Configuring EDB Pgpool-II v4

Suggest edits

The configuration files are created in the /etc/sysconfig/edb/pgpool<x.y> directory, where <x.y> is the EDB Pgpool-II release version. By default, .sample is appended to the configuration file name. remove .sample from the configuration file after copying the file to create your custom configuration.

Note

The configuration options for Pgpool-II are extensive. Consider the options listed here as a starting point. For more information about configuring and using Pgpool-II, consult the project website.

Commonly used parameters

The table lists pgpool.conf parameters to use when implementing connection pooling:

Parameter name	Description
`listen_addresses`	Hostname or IP address used by EDB Pgpool-II to listen for connections. The default is `localhost`. Change to '*' for all addresses.
`port`	Port for EDB Pgpool-II connections. The default is `9999`.
`pcp_port`	Port for PCP connections. The default is `9898`.
`backend_hostname0`	Hostname or IP address for backend 0. You can specify '' if the backend and EDB Pgpool-II are running on the same host.
`backend_port0`	Port number for backend 0.
`backend_weight0`	Weight for backend 0 (only in load balancing mode). Specify `1` for each backend if you want to balance the load equally or decimal values (`.9`, `.1`, etc.) to weigh the load toward specific backends.
`backend_data_directory0`	Data directory for backend 0.
`enable_pool_hba`	Set to `on` to use `pool_hba.conf` for client authentication.
`num_init_children`	Number of pools. Default is `32`.
`max_pool`	Number of connections per pool. Default is `4`.
`connection_cache`	Set to `on` to enable connection pooling.
`pool_conn_dbname`	Database name to which EDB Pgpool-II connects. By default, EDB Pgpool-II connects with Postgres. As of v4.3, the deprecated `pool_conn_dbname` parameter is removed.
`sr_check_user`	User name to perform streaming replication check. Required as of EDB Pgpool-II v4.3.
`sr_check_password`	Password of the `sr_check_user` user to perform the streaming replication checks. Required as of EDB Pgpool-II v4.3.

The following table lists pgpool.conf parameters to use when implementing replication and load balancing:

Parameter name	Description
`Allow_sql_comments`	If on, ignore SQL comments. Changes to this parameter require reloading the `pgpool.conf` file.
`load_balance_mode`	Set to `on` to activate load balancing mode. If `load_balance_mode` is on and `replicate_select` is off, `SELECT` statements are sent to one backend. The parameter backend_weight<N>.z determines the proportion of `SELECT` statements each backend receives.
`ignore_leading_white_space`	Ignore leading white spaces of each query. Certain APIs such as DBI/DBD::Pg for Perl add white space that you can't control. Default is `on`.

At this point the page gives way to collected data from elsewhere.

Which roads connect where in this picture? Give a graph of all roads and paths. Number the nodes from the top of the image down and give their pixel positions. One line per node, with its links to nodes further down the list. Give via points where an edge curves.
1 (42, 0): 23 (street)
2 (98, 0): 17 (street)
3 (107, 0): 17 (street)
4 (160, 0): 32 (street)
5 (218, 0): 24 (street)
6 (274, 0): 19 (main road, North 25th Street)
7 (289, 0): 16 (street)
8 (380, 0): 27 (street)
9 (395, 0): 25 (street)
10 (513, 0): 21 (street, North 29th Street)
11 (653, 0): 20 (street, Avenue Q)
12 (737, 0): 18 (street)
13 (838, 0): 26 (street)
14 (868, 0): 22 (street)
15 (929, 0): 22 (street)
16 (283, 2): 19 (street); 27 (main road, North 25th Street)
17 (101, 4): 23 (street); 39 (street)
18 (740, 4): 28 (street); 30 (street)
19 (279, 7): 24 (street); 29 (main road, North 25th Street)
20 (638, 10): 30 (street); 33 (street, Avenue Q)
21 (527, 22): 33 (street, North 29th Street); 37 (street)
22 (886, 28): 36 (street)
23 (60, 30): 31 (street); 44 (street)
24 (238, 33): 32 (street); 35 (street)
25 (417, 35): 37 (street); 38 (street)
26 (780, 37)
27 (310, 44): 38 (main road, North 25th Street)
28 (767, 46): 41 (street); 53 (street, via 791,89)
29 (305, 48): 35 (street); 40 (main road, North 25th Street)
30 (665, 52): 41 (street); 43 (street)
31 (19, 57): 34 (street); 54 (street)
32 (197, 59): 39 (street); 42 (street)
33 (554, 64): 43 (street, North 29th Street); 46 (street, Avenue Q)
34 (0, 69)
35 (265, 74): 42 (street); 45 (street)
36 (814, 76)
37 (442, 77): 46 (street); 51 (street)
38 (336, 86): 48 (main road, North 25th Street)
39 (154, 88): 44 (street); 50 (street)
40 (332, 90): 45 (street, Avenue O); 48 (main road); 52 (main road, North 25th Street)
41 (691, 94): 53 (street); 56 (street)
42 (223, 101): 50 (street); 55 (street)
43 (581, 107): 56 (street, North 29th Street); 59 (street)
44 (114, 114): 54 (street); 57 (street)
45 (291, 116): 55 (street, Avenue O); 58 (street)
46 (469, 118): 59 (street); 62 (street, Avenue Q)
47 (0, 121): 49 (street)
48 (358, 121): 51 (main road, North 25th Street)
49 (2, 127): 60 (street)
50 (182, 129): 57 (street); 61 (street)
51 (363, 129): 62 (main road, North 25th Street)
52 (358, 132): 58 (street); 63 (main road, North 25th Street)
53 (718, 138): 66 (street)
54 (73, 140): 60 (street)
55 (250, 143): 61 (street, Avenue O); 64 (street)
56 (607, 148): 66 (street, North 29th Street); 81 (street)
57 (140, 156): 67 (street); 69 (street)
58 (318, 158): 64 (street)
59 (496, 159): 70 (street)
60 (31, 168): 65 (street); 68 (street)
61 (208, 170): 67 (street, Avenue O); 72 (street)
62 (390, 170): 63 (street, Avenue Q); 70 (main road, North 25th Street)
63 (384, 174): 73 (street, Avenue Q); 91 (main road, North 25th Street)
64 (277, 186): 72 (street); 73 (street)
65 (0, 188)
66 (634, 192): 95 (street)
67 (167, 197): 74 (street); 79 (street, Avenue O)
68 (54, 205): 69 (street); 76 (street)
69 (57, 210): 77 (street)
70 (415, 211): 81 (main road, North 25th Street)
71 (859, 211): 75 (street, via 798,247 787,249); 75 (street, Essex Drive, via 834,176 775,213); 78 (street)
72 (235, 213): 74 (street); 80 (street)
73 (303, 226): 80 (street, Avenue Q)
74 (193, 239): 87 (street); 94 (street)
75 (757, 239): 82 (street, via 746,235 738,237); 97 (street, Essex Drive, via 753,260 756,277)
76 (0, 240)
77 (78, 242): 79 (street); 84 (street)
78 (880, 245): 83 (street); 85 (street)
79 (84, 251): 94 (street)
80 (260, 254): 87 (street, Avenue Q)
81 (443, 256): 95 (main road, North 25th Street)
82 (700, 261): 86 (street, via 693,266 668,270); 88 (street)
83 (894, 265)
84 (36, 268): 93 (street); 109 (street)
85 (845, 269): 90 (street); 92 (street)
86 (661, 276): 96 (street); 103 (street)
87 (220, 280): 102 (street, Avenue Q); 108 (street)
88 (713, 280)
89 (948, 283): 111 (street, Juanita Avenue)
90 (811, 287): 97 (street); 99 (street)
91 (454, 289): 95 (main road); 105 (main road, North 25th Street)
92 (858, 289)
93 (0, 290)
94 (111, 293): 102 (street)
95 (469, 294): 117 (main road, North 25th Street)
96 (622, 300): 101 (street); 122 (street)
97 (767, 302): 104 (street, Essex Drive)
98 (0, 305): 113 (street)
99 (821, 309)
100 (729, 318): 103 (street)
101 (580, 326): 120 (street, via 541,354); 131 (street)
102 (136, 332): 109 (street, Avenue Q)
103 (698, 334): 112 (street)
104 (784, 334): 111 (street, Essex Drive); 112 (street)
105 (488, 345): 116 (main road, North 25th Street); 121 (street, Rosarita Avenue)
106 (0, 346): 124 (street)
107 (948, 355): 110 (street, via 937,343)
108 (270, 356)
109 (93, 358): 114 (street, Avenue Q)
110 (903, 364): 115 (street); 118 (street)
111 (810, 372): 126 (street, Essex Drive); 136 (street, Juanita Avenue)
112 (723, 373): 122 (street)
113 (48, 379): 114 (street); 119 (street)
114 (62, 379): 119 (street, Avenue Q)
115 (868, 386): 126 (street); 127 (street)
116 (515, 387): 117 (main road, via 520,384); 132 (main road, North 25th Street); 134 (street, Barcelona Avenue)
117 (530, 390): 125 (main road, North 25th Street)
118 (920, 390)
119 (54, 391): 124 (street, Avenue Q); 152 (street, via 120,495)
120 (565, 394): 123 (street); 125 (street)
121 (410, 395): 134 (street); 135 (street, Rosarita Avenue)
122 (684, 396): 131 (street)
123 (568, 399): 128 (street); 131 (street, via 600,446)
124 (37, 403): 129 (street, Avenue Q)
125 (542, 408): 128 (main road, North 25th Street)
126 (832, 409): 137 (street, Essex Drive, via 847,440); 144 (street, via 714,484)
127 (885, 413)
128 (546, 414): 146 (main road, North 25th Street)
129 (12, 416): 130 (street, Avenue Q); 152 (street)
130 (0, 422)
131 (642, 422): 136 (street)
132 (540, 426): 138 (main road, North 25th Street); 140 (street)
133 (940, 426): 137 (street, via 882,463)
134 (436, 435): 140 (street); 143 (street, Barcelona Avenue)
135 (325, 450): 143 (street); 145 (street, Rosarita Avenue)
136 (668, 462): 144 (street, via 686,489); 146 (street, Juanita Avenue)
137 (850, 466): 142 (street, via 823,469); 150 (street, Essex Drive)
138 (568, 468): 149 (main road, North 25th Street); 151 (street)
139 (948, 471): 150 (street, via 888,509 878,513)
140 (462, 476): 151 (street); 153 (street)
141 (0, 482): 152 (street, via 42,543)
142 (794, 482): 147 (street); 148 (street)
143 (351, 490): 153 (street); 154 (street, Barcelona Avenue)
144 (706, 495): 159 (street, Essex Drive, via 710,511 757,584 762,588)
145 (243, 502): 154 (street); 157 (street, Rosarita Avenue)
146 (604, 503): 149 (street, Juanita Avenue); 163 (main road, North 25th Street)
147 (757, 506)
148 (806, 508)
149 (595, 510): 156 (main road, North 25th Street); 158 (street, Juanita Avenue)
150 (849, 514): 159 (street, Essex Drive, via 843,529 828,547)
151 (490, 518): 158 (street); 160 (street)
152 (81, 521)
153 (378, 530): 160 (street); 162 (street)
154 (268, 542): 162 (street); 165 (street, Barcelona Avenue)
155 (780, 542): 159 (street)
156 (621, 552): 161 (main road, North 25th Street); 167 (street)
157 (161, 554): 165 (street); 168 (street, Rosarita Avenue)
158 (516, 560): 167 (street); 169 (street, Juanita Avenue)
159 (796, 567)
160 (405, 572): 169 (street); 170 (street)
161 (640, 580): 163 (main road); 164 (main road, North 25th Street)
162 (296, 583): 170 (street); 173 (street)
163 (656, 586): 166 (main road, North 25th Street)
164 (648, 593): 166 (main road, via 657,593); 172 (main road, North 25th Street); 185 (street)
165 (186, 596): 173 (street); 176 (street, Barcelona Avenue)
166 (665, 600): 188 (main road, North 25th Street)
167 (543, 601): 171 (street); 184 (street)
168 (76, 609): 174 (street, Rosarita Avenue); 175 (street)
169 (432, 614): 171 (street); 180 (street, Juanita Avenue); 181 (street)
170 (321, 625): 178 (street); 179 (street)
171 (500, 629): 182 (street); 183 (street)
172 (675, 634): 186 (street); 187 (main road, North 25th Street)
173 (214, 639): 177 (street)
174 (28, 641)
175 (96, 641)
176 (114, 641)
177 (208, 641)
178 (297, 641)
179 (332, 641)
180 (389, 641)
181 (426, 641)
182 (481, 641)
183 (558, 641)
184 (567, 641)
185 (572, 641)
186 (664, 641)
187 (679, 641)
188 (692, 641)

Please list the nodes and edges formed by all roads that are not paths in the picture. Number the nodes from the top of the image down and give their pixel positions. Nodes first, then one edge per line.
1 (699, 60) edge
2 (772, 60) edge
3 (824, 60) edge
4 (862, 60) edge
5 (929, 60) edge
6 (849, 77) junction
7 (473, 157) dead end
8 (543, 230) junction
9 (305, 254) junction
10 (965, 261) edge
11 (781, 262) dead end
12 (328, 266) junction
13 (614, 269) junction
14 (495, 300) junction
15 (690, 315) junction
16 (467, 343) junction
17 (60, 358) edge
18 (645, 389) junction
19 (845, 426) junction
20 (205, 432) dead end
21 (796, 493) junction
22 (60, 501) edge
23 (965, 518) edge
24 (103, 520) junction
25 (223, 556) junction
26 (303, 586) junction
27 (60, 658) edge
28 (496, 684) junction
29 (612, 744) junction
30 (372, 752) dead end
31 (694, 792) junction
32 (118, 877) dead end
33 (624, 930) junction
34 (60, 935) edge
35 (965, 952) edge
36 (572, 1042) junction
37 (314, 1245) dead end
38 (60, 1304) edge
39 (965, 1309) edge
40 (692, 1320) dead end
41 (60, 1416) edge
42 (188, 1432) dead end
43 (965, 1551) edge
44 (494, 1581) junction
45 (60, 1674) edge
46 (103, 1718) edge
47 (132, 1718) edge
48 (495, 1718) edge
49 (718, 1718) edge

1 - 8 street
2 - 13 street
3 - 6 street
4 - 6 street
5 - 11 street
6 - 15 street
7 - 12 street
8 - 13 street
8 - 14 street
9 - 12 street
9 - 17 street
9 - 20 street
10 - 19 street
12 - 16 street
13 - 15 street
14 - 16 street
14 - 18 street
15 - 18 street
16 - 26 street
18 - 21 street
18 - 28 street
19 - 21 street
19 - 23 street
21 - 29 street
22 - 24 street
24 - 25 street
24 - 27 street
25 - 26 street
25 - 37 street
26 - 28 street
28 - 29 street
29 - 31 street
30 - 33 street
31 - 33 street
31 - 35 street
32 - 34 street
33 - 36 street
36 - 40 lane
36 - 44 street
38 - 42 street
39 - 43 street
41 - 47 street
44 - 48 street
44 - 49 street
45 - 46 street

Configuring connection pooling

EDB Pgpool-II provides a set of child processes that maintain cached connections to one or more database servers. When a client connects, EDB Pgpool-II attempts to reuse a connection from its pool, thus avoiding the overhead of opening and closing client connections.

You can reuse a connection in the pool only if the target database and the connection user match a prior connection that is currently in the pool. The pgpool.conf file specifies the connection pooling configuration options (such as the number of child processes and the maximum number of cached connections per child).

To configure connection pooling with one database server:

Configure the pg_hba.conf file on the Pgpool-II host to permit connections between the clients and the server.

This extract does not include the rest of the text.